In the records, find every line with the word "graph" and copy it out.

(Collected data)
= Beginning of Section =
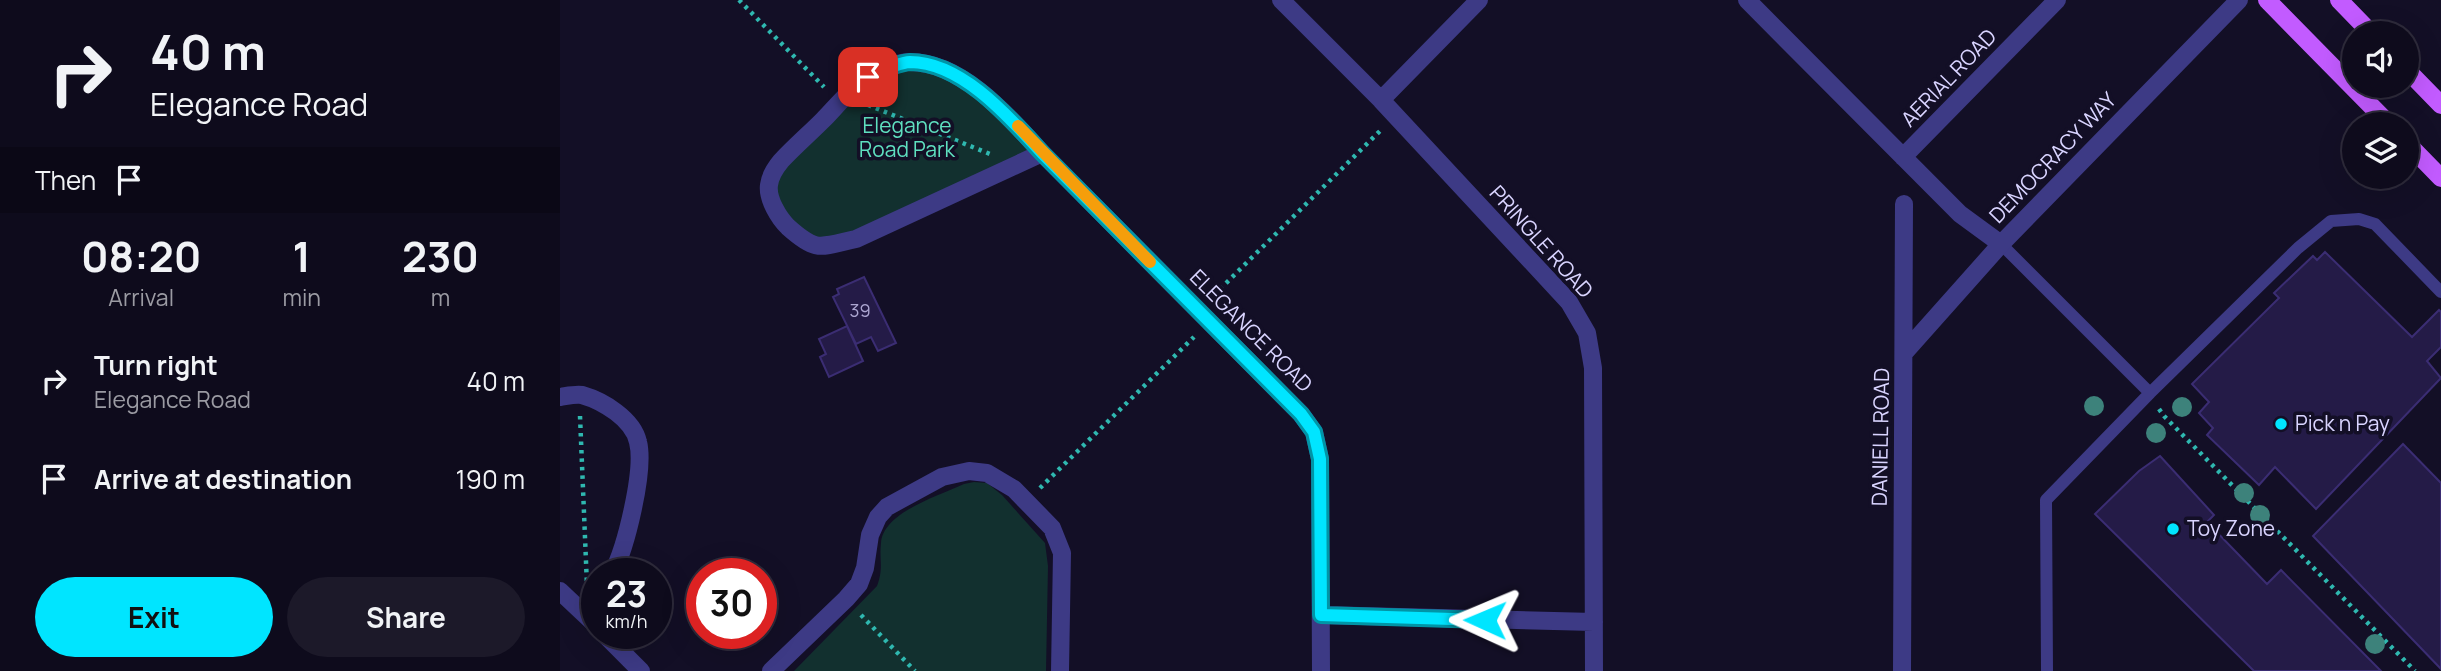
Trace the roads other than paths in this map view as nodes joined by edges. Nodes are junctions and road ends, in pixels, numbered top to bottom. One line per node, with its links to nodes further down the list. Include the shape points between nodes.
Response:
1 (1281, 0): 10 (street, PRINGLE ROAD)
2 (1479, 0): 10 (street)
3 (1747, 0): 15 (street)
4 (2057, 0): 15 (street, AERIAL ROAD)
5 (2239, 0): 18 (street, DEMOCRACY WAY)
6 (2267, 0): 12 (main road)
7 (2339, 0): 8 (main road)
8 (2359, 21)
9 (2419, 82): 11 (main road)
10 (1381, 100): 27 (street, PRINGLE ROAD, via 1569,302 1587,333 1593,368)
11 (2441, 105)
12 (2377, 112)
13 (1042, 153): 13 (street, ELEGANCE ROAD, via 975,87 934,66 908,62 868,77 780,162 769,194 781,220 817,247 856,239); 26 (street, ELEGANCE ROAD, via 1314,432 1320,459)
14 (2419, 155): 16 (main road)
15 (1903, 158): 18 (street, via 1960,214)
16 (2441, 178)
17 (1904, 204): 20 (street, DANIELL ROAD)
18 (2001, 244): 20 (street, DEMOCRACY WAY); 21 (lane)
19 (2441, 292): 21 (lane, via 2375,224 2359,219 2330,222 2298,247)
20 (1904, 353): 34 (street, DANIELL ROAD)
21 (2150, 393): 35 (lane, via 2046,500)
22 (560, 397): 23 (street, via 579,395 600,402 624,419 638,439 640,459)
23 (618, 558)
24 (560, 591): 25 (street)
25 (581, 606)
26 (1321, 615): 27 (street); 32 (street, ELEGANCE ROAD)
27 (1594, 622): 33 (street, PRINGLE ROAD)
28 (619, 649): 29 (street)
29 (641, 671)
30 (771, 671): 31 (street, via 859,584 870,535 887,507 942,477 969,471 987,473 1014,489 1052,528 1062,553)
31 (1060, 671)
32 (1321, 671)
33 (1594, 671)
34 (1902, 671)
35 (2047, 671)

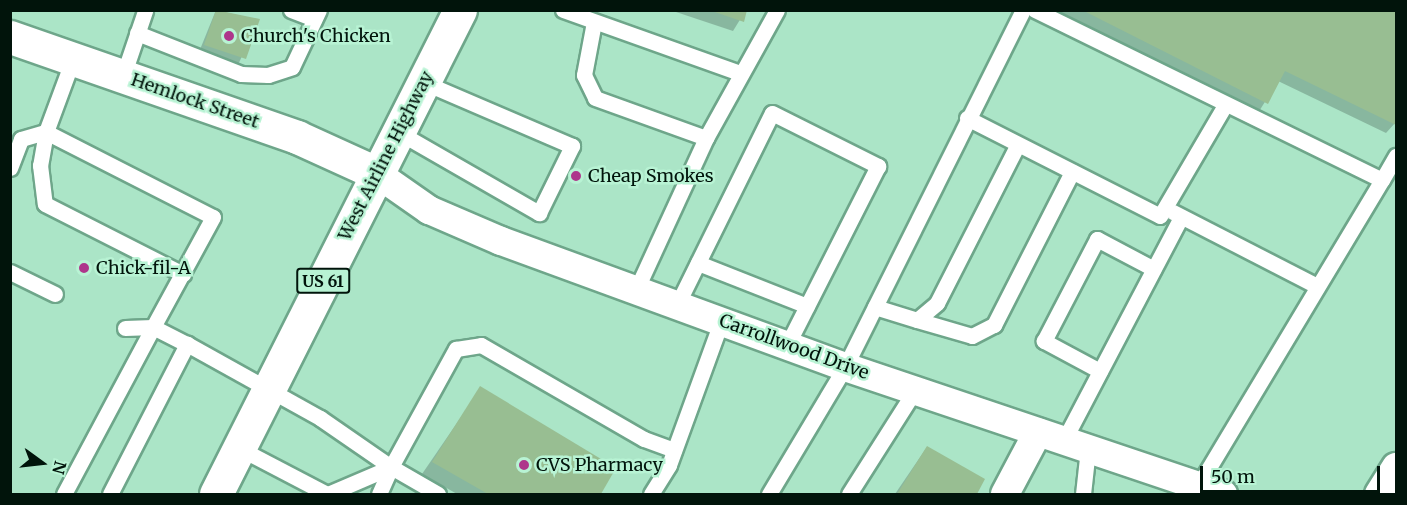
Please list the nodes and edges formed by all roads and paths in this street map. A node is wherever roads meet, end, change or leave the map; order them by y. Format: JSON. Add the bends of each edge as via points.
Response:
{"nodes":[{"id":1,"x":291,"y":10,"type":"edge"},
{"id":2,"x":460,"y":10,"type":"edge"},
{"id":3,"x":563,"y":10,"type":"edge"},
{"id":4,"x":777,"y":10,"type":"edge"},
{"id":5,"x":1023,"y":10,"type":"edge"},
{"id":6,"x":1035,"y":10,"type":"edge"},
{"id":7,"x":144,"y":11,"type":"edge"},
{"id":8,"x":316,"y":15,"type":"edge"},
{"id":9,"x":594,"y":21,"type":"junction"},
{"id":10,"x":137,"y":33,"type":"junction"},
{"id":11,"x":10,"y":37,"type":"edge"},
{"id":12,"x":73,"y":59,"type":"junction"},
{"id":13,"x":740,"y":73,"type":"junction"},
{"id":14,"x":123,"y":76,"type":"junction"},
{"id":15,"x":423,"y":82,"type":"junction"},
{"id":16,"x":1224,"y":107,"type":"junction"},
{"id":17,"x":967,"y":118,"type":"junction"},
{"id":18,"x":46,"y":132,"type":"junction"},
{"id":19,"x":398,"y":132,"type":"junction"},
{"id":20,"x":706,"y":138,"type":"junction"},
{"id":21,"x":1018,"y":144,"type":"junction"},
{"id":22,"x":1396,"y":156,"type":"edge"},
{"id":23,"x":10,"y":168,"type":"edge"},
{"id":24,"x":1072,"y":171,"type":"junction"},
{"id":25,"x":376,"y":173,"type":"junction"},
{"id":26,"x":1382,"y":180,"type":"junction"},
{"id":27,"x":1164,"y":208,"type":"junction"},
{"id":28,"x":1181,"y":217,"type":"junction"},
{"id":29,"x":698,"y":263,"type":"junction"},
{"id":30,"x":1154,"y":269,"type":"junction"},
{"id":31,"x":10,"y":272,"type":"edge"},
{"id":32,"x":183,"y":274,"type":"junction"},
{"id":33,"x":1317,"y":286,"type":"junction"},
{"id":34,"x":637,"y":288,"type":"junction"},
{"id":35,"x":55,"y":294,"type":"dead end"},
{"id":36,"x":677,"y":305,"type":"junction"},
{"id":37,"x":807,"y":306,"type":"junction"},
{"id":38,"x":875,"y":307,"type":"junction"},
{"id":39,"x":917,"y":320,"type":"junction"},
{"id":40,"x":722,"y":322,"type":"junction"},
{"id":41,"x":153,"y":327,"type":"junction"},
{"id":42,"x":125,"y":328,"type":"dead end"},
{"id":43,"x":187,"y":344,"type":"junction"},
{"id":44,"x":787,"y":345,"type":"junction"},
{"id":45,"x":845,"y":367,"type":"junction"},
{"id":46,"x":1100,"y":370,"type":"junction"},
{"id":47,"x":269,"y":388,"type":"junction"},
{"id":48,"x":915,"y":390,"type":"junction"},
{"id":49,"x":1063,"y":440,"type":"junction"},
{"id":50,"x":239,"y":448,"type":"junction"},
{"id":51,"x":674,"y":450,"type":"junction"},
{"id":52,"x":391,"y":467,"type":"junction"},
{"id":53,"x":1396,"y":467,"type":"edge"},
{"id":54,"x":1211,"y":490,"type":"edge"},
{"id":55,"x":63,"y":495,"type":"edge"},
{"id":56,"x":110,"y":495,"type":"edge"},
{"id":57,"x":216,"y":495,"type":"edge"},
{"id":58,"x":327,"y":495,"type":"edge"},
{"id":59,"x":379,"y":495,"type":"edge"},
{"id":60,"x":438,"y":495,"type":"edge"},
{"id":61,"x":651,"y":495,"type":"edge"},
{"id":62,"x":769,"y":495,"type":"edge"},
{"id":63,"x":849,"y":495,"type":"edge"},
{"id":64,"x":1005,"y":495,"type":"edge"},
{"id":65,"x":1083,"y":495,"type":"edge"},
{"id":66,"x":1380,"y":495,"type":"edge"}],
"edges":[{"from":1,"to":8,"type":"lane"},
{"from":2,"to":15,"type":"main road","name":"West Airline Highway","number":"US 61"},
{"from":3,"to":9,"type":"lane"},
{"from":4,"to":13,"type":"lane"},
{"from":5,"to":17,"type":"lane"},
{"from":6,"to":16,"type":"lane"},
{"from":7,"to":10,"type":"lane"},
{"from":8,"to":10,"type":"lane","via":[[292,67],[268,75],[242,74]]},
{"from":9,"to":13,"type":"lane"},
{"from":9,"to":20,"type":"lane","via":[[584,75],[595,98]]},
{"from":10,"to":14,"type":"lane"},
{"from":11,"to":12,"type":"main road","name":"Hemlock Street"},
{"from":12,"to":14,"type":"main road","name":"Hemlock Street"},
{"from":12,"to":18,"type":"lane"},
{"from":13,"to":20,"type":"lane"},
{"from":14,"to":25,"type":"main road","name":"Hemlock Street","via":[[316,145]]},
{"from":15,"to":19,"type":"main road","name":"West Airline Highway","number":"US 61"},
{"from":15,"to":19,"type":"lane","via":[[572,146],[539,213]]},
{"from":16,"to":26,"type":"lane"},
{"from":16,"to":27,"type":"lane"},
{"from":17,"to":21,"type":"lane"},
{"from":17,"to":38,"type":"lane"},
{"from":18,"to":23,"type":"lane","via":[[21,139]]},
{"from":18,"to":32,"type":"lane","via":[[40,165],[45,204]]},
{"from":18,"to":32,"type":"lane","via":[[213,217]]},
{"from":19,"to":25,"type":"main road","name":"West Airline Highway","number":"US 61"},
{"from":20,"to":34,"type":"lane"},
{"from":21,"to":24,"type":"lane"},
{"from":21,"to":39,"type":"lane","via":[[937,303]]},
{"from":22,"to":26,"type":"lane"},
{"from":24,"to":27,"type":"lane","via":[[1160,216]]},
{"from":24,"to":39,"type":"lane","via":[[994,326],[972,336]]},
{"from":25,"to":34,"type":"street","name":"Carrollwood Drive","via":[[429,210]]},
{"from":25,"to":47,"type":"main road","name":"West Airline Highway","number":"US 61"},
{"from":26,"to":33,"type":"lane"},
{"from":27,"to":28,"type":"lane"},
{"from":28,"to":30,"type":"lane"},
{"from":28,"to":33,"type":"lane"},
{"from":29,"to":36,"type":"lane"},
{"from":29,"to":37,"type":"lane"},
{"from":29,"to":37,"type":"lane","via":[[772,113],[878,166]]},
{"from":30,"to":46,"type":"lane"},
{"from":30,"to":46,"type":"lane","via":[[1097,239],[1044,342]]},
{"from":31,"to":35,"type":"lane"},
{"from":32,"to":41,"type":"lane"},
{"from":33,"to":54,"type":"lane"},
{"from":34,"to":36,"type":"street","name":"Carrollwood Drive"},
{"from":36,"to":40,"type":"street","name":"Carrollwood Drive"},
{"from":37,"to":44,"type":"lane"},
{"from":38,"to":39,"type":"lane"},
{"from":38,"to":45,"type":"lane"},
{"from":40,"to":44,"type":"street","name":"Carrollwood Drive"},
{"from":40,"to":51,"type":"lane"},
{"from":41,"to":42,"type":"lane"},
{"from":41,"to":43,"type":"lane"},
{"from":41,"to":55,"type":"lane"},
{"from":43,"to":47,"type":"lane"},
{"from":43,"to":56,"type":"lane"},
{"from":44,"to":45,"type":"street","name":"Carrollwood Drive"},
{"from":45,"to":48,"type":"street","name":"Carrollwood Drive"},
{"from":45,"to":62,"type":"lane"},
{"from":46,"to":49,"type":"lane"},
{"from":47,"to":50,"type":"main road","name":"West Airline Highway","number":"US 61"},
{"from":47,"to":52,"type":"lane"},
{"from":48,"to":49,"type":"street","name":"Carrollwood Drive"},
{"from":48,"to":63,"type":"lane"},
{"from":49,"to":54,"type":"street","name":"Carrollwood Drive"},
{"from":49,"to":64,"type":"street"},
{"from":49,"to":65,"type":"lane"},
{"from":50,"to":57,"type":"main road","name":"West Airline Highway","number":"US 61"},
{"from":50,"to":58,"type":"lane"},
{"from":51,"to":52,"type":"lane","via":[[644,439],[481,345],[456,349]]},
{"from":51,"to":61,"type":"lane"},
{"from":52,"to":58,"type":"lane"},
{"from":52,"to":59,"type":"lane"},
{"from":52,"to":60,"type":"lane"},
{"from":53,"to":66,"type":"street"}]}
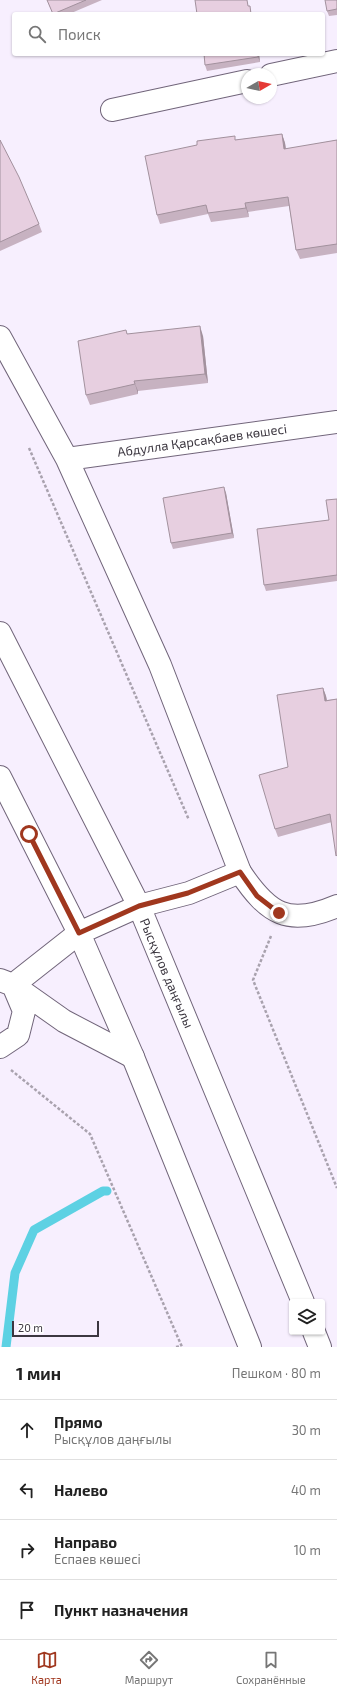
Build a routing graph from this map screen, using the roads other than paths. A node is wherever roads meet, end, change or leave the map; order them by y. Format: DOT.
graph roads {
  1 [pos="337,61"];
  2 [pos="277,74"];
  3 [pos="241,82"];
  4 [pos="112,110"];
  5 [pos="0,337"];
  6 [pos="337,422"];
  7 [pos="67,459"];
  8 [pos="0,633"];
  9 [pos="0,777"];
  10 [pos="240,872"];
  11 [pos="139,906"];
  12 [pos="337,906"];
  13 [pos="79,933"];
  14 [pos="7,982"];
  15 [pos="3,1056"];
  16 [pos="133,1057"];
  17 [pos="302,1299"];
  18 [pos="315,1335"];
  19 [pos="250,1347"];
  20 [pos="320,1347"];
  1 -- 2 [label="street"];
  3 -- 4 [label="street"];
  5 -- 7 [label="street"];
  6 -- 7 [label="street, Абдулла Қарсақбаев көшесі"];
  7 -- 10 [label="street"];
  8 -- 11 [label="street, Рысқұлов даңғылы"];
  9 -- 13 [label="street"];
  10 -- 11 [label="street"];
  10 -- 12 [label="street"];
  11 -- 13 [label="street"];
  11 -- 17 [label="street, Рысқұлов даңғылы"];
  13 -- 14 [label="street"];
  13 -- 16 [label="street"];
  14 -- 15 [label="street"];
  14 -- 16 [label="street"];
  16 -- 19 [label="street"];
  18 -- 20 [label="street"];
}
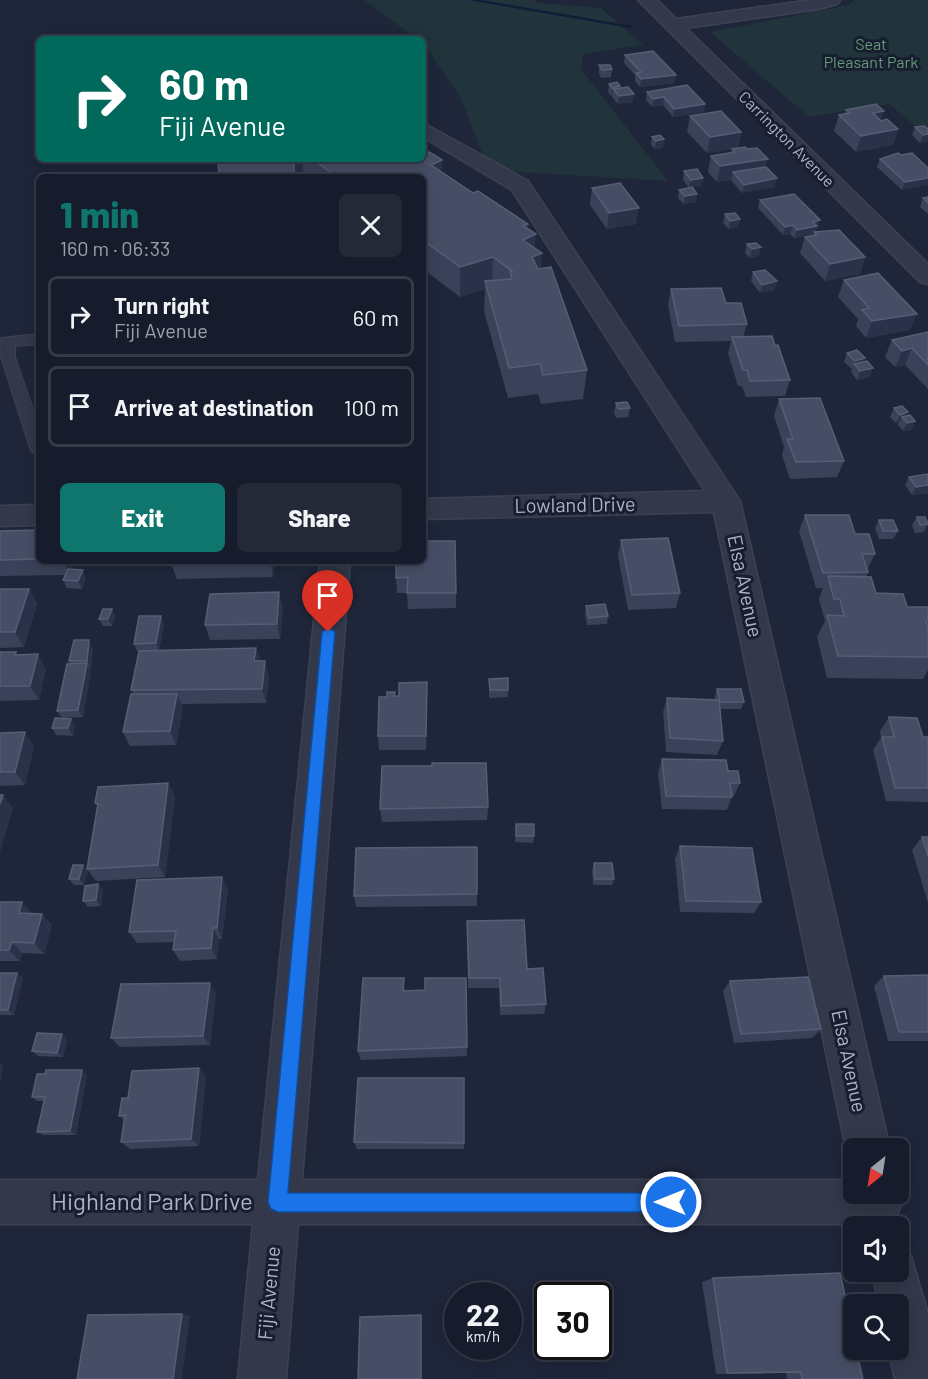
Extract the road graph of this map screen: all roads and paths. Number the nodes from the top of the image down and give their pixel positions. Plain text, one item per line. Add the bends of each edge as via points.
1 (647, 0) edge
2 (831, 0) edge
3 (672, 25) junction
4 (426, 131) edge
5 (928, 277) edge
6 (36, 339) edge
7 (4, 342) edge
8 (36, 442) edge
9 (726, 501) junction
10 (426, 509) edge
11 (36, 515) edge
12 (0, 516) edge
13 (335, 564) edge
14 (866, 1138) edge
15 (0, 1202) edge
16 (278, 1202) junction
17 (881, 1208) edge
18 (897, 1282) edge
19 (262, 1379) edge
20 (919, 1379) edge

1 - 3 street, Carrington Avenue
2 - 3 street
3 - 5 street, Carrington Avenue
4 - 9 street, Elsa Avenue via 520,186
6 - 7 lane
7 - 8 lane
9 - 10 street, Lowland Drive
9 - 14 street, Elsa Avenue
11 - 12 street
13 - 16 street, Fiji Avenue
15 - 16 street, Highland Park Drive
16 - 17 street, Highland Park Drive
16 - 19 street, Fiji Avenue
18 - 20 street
= End of Section =
ANSWER FOR THE TASK:
Build a routing graph from this map screen, using the roads other than paths. A node is wherever roads meet, end, change or leave the map; order them by y. Format: DOT.
graph roads {
Extract the road graph of this map screen: all roads and paths. Number the nodes from the top of the image down and give their pixel positions. Plain text, one item per line. Add the bends of each edge as via points.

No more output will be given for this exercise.